Stein Mart (NASDAQ:SMRT) warned us in May that its second-quarter results would be disappointing. A quick look at the numbers shows it certainly followed through. And, to ensure the Street understood just how tough times are for the company, it proceeded to announce that it expects to lose money in the third quarter.

Because it lowered expectations for the second quarter so far in advance, Stein Mart technically met expectations. That's cold comfort to investors, though. The company earned $2.2 million, or $0.05 per share, in the quarter, a more than 73% drop from last year's numbers. Total sales fell 1.7% to $330.7 million, while same-store sales slipped 1.2%.

There's no question that these are tumultuous times for retailers, with concerns prevalent in several segments of the economy. Some retailers are better positioned than others to withstand the setbacks that follow economic uncertainty. Among the discount retailers, Ross Stores (NASDAQ:ROST) recently lowered its full-year guidance, while TJX (NYSE:TJX) maximized its projections.

And then there's Stein Mart. Though it didn't provide annual guidance, the retailer did say that it expects to lose between $0.03 and $0.06 per share in the third quarter, on a 2% to 4% decrease in comps. Analysts had Stein Mart penciled in for a gain of $0.04 per share just a few days ago. Better flip those pencils around and use that eraser.

The company is at least trying to return value to shareholders, purchasing 1 million shares of stock in the second quarter. Unfortunately, with the stock price falling so quickly, that money could have been put to better use elsewhere.

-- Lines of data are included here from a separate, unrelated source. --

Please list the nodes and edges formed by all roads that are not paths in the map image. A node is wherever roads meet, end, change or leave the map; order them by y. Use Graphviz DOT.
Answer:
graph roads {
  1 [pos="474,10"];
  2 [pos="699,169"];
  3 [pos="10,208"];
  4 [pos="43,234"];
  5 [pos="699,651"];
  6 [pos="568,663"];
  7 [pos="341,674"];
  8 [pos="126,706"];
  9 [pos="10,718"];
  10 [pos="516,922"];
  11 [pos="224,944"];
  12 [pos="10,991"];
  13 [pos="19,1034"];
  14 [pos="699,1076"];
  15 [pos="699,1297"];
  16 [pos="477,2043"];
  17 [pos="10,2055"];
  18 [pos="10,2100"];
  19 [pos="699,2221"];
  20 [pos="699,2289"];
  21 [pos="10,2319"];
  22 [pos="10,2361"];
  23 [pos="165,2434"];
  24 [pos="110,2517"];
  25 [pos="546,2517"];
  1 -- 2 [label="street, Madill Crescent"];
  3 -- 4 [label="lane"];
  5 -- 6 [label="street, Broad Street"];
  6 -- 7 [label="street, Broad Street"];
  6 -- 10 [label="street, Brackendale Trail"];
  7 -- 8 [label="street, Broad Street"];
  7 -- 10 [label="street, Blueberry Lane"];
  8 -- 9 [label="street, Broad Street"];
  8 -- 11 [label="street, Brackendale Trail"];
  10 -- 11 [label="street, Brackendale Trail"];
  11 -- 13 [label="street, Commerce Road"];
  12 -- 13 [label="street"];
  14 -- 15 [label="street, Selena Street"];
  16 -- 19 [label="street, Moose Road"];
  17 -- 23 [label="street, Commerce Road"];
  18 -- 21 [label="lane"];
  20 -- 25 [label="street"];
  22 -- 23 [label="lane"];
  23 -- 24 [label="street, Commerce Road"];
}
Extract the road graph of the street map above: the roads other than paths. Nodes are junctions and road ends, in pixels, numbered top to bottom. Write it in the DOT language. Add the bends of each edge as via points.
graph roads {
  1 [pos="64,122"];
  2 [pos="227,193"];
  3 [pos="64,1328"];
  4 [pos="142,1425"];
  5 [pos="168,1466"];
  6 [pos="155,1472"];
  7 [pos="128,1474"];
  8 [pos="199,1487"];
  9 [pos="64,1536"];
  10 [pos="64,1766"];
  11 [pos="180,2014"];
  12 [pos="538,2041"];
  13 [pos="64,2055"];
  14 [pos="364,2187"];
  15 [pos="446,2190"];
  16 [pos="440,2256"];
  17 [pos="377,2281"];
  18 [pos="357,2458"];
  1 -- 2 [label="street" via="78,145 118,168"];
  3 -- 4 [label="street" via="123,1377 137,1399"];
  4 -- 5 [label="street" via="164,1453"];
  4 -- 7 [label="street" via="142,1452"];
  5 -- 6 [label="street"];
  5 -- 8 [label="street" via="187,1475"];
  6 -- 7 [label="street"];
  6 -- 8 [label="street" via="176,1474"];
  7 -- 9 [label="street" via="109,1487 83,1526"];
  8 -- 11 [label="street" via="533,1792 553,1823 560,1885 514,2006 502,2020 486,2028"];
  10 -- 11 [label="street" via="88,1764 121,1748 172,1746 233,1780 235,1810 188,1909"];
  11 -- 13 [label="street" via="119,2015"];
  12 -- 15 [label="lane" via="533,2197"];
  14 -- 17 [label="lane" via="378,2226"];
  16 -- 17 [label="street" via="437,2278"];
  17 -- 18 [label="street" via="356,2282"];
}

Given that far Stein Mart's stock price has fallen nearly 50% from its annual high, some Fools might wonder whether it's now a bargain. It may look that way, but this company's performance has me too concerned to even try to dive into the numbers. With management's pessimistic outlook, it looks like there are more bad news reports to come. I think this one could remain sunk for quite some time.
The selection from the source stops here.